Abstract

AbstractSynoptic sampling of three rivers for a suite of environmental tracers is shown to be an efficient way to gain an understanding of groundwater flow paths for a previously unstudied large area in Alberta, Canada. For regional‐scale characterization, classical hydrogeological techniques are limited by the location and number of groundwater wells. This study demonstrates that rivers can become an easily accessible location to sample the distribution of groundwater flow paths discharging to surface water. Modelling of groundwater discharge to the rivers and groundwater mean age helps generate knowledge of groundwater circulation for a large area, which is useful for conceptual model development and focusing future characterization efforts.

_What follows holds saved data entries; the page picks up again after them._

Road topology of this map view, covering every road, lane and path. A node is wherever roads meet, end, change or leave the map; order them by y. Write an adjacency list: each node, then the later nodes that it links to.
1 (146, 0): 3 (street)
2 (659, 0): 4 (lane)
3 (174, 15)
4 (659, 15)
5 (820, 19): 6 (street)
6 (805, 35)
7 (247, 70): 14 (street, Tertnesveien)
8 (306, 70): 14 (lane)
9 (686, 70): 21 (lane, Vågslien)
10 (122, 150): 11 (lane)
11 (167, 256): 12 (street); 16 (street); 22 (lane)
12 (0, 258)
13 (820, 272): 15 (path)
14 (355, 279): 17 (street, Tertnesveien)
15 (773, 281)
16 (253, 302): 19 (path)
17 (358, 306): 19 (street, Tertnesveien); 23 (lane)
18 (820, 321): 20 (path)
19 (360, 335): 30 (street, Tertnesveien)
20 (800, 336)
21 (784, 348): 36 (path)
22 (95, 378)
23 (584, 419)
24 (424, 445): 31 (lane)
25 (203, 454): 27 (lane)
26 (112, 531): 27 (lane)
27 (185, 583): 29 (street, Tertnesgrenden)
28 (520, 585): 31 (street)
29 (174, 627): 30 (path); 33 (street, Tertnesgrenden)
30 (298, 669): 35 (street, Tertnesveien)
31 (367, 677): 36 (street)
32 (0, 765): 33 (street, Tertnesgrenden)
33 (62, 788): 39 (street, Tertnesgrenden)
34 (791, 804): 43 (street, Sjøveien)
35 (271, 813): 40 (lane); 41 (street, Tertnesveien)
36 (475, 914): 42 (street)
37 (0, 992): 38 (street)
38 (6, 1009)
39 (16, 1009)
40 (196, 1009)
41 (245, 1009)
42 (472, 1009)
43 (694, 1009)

Results indicate that the benchland areas in this region, with higher topographic relief, had hydrogeological conditions that favoured deeper groundwater circulation with a modelled mean age greater than 100 years from recharge to discharge. Lower relief areas, which coincide with a transition in bedrock formations in this region, appeared to have much shorter and shallower groundwater circulation. The approach required a field program completed in 5 days and financial budget approximately equivalent to drilling a single borehole and installing a monitoring well. It is concluded that under the right conditions, where few classical observation points exist and knowledge is limited, synoptic sampling of rivers can be used to develop scientifically defensible conceptual models at a comparable scale to regional planning and resource management.